Structured pose outputs:
____
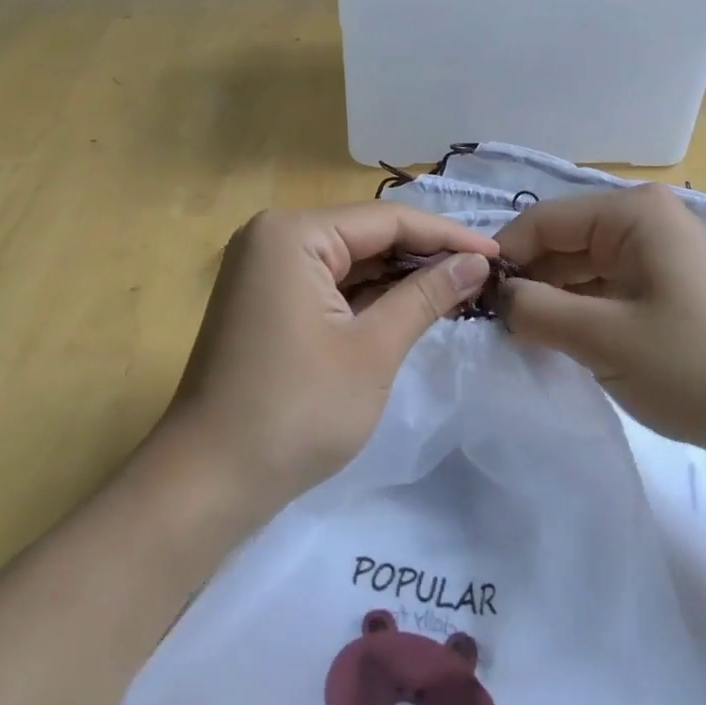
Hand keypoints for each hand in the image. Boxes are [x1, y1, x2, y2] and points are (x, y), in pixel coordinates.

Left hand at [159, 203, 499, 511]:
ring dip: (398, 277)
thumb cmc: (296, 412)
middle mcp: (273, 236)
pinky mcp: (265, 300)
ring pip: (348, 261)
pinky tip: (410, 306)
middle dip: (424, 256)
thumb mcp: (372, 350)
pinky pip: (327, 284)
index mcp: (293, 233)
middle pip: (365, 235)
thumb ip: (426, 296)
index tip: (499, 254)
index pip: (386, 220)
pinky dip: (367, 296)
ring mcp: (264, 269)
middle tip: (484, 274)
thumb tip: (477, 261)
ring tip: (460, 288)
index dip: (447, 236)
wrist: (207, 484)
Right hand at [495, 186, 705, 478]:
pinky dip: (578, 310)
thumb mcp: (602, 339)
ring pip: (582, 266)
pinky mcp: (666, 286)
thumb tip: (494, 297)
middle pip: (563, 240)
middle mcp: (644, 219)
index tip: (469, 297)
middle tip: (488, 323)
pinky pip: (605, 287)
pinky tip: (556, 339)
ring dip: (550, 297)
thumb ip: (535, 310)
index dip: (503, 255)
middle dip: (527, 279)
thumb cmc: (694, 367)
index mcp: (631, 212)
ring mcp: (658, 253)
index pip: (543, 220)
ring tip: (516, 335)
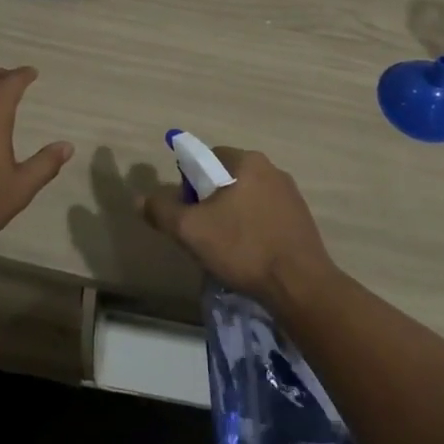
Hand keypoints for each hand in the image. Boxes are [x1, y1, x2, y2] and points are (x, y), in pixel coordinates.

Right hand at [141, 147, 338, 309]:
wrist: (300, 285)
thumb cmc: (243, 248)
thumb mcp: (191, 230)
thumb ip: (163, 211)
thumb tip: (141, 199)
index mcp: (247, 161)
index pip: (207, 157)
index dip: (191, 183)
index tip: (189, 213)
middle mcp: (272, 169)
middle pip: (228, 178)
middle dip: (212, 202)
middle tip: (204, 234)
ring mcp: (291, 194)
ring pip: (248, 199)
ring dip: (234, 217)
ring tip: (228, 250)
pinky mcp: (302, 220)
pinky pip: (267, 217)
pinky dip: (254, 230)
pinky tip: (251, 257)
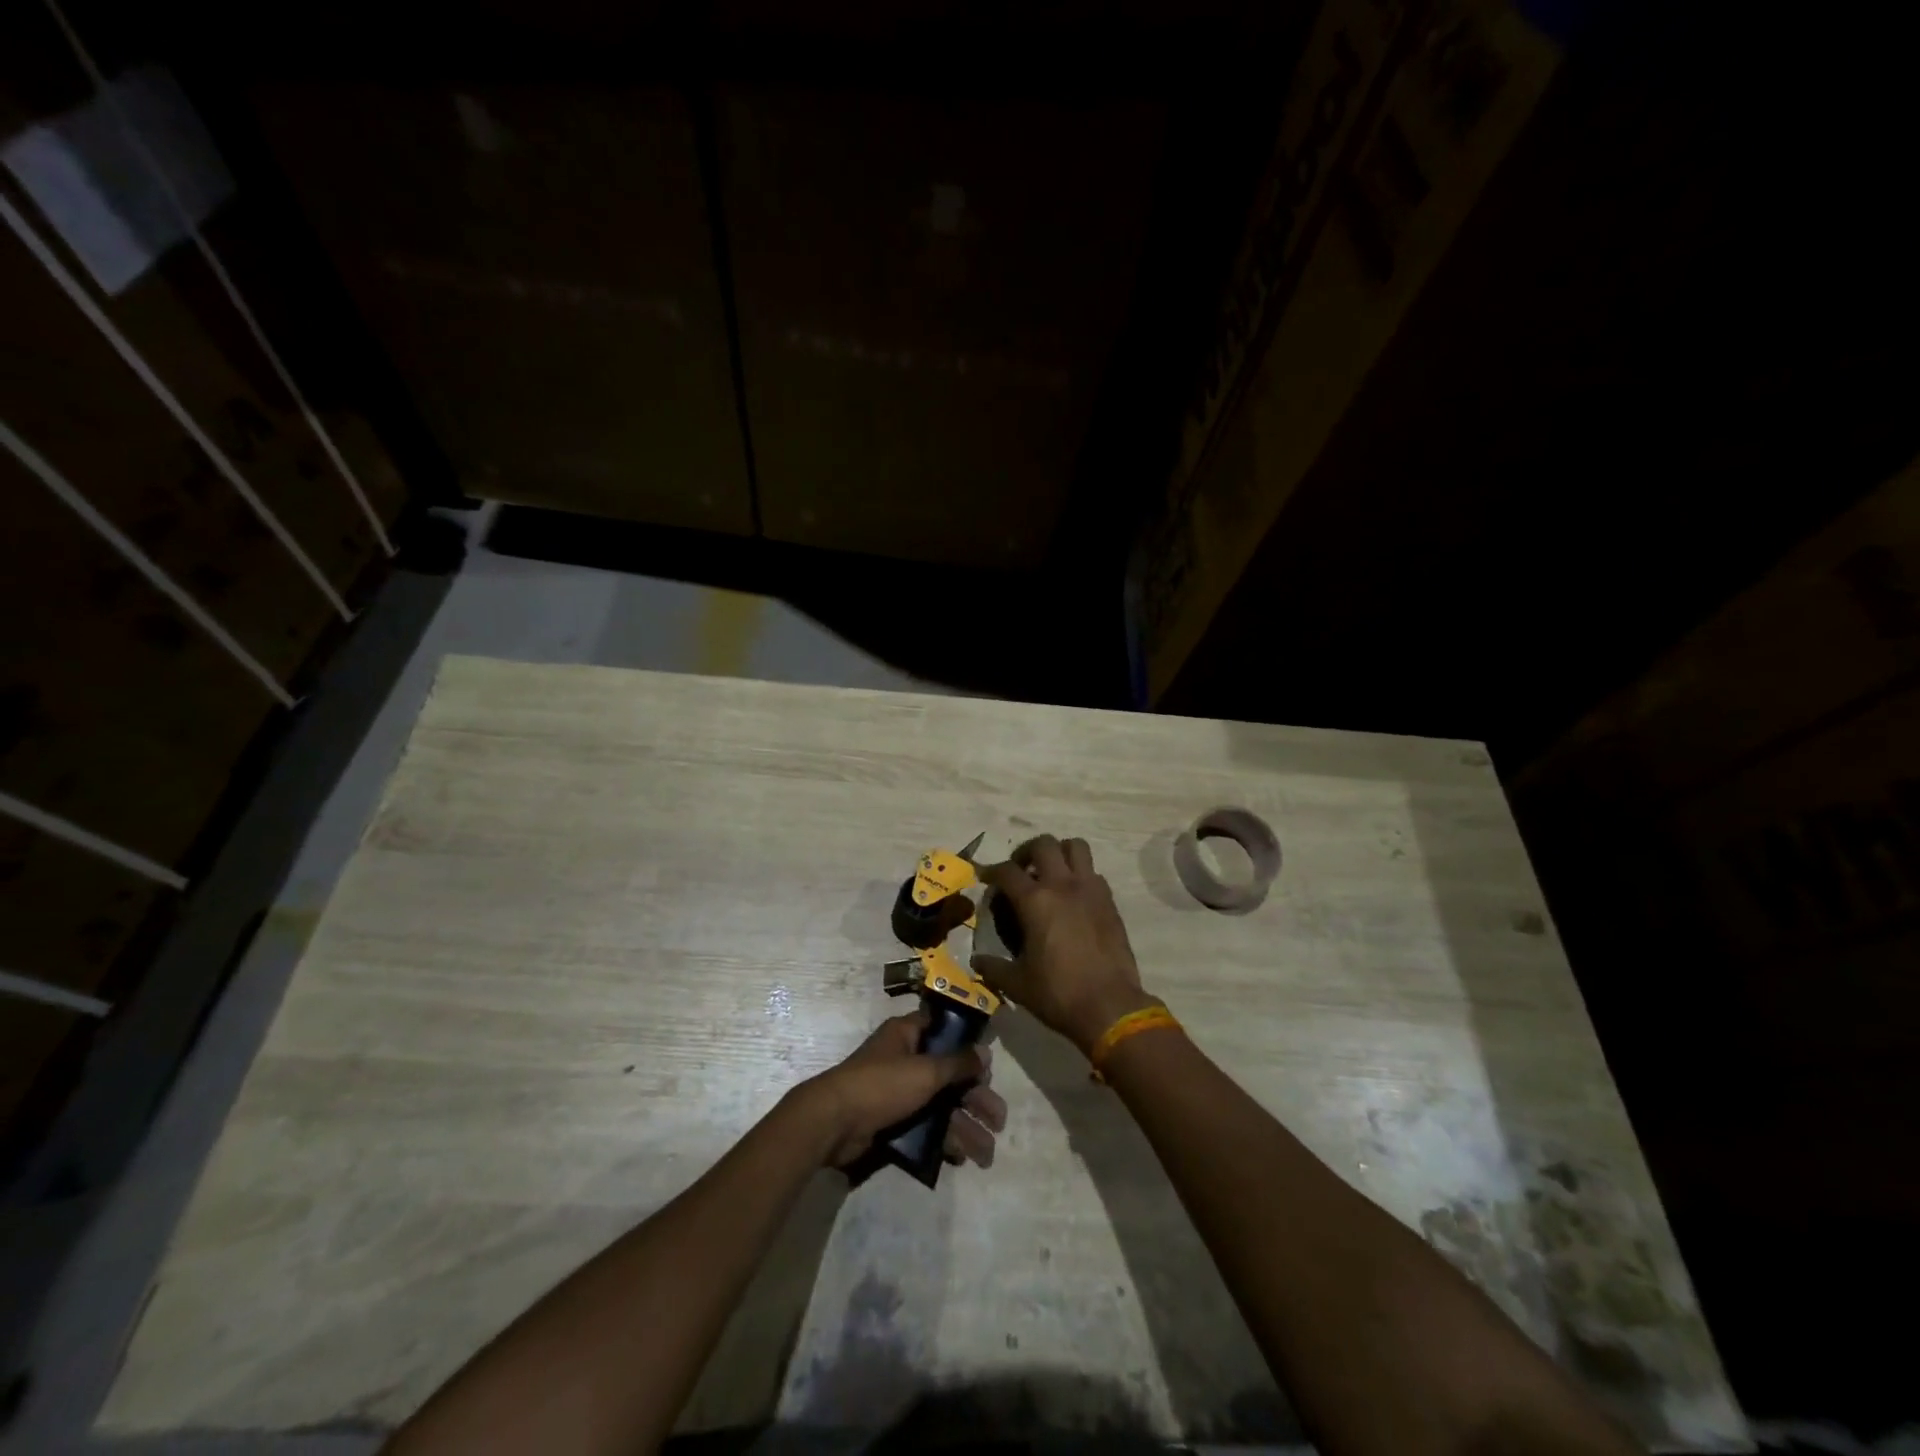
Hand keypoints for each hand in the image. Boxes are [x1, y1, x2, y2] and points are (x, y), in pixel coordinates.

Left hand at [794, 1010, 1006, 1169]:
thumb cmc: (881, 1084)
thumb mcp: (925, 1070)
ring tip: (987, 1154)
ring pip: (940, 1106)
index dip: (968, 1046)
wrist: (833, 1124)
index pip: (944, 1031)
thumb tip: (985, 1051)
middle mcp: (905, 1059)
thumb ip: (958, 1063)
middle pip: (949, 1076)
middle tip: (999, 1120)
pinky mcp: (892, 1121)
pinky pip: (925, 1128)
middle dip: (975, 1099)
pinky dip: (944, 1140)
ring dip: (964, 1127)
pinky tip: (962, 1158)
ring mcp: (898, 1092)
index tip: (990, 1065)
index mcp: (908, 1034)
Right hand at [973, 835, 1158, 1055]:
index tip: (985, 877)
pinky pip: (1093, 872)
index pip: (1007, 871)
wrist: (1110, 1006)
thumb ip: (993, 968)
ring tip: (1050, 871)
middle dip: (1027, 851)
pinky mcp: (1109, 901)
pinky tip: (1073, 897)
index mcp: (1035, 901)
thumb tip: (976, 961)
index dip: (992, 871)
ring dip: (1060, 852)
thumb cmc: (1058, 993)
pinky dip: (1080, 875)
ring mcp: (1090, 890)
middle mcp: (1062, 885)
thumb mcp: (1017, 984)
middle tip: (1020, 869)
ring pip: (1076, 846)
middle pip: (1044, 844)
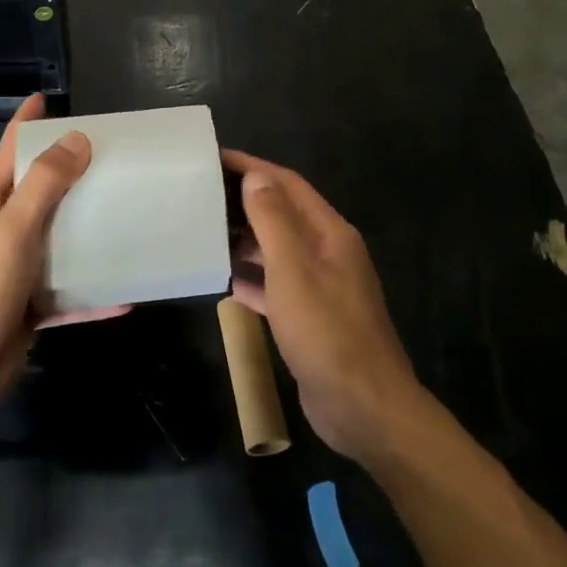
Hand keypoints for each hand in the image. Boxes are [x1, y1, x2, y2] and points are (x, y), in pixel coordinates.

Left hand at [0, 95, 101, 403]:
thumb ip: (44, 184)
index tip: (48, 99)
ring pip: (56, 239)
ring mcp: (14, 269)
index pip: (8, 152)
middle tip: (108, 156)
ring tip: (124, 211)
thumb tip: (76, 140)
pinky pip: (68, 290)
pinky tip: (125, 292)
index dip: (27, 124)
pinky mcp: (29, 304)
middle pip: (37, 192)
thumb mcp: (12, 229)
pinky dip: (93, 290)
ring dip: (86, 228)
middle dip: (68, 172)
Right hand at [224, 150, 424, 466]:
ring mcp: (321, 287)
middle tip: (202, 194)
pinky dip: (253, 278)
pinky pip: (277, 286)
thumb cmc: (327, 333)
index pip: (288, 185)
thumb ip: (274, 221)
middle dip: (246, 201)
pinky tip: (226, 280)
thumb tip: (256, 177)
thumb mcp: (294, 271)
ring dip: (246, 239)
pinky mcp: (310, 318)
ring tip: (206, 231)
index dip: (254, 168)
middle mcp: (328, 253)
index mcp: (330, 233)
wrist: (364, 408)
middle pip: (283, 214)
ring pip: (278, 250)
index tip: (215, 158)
____
_EXERCISE OBJECTIVE:_
Tell how many lines of the records above hold "Right", giving the number and nothing else.

_COMPLETED EXERCISE:_
4